# Directions for this task:
Transcribe every entry precisely, omitting nothing.

[Collected data entries]

——

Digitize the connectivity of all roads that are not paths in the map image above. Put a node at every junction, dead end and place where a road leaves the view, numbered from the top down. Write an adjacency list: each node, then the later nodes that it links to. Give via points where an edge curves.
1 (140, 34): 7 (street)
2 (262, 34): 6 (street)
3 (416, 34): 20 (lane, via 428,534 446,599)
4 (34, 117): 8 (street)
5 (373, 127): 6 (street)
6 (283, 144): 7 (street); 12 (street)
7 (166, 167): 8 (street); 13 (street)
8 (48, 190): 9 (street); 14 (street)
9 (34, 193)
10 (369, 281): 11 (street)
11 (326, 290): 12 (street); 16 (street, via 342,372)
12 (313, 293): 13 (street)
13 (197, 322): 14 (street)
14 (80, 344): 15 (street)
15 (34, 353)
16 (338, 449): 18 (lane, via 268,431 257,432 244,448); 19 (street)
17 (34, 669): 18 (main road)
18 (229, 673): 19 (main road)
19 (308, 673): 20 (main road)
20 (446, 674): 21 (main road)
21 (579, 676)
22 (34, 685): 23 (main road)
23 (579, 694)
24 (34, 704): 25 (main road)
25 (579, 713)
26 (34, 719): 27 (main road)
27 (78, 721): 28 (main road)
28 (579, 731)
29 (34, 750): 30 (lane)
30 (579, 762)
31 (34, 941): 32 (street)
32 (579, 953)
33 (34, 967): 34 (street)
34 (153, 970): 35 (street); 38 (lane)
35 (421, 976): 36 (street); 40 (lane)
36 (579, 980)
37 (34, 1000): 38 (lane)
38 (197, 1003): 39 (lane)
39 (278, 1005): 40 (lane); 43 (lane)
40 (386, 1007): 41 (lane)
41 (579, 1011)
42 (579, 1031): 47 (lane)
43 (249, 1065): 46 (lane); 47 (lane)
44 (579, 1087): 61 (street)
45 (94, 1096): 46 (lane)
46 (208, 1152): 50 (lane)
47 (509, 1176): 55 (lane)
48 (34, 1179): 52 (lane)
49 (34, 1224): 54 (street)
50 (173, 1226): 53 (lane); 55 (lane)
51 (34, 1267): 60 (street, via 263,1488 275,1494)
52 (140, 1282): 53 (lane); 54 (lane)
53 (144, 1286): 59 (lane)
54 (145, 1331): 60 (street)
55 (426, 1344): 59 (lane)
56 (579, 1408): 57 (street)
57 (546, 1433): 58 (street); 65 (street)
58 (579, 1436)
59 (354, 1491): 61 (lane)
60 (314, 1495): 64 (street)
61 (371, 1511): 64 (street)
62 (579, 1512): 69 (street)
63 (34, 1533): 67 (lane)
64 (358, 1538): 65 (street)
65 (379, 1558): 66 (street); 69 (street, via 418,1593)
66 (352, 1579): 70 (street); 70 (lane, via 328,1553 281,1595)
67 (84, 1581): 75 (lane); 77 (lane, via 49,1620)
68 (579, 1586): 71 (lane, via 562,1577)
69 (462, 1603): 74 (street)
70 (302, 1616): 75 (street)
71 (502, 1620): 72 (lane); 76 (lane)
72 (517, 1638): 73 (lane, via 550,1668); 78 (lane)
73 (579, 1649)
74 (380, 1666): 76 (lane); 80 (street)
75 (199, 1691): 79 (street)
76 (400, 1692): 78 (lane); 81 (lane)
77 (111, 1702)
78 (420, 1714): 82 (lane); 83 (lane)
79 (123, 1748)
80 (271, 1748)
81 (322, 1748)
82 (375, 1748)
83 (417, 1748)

——

# Solution below:
Digitize the connectivity of all roads that are not paths in the map image above. Put a node at every junction, dead end and place where a road leaves the view, numbered from the top down. Write an adjacency list: each node, then the later nodes that it links to. Give via points where an edge curves.
1 (140, 34): 7 (street)
2 (262, 34): 6 (street)
3 (416, 34): 20 (lane, via 428,534 446,599)
4 (34, 117): 8 (street)
5 (373, 127): 6 (street)
6 (283, 144): 7 (street); 12 (street)
7 (166, 167): 8 (street); 13 (street)
8 (48, 190): 9 (street); 14 (street)
9 (34, 193)
10 (369, 281): 11 (street)
11 (326, 290): 12 (street); 16 (street, via 342,372)
12 (313, 293): 13 (street)
13 (197, 322): 14 (street)
14 (80, 344): 15 (street)
15 (34, 353)
16 (338, 449): 18 (lane, via 268,431 257,432 244,448); 19 (street)
17 (34, 669): 18 (main road)
18 (229, 673): 19 (main road)
19 (308, 673): 20 (main road)
20 (446, 674): 21 (main road)
21 (579, 676)
22 (34, 685): 23 (main road)
23 (579, 694)
24 (34, 704): 25 (main road)
25 (579, 713)
26 (34, 719): 27 (main road)
27 (78, 721): 28 (main road)
28 (579, 731)
29 (34, 750): 30 (lane)
30 (579, 762)
31 (34, 941): 32 (street)
32 (579, 953)
33 (34, 967): 34 (street)
34 (153, 970): 35 (street); 38 (lane)
35 (421, 976): 36 (street); 40 (lane)
36 (579, 980)
37 (34, 1000): 38 (lane)
38 (197, 1003): 39 (lane)
39 (278, 1005): 40 (lane); 43 (lane)
40 (386, 1007): 41 (lane)
41 (579, 1011)
42 (579, 1031): 47 (lane)
43 (249, 1065): 46 (lane); 47 (lane)
44 (579, 1087): 61 (street)
45 (94, 1096): 46 (lane)
46 (208, 1152): 50 (lane)
47 (509, 1176): 55 (lane)
48 (34, 1179): 52 (lane)
49 (34, 1224): 54 (street)
50 (173, 1226): 53 (lane); 55 (lane)
51 (34, 1267): 60 (street, via 263,1488 275,1494)
52 (140, 1282): 53 (lane); 54 (lane)
53 (144, 1286): 59 (lane)
54 (145, 1331): 60 (street)
55 (426, 1344): 59 (lane)
56 (579, 1408): 57 (street)
57 (546, 1433): 58 (street); 65 (street)
58 (579, 1436)
59 (354, 1491): 61 (lane)
60 (314, 1495): 64 (street)
61 (371, 1511): 64 (street)
62 (579, 1512): 69 (street)
63 (34, 1533): 67 (lane)
64 (358, 1538): 65 (street)
65 (379, 1558): 66 (street); 69 (street, via 418,1593)
66 (352, 1579): 70 (street); 70 (lane, via 328,1553 281,1595)
67 (84, 1581): 75 (lane); 77 (lane, via 49,1620)
68 (579, 1586): 71 (lane, via 562,1577)
69 (462, 1603): 74 (street)
70 (302, 1616): 75 (street)
71 (502, 1620): 72 (lane); 76 (lane)
72 (517, 1638): 73 (lane, via 550,1668); 78 (lane)
73 (579, 1649)
74 (380, 1666): 76 (lane); 80 (street)
75 (199, 1691): 79 (street)
76 (400, 1692): 78 (lane); 81 (lane)
77 (111, 1702)
78 (420, 1714): 82 (lane); 83 (lane)
79 (123, 1748)
80 (271, 1748)
81 (322, 1748)
82 (375, 1748)
83 (417, 1748)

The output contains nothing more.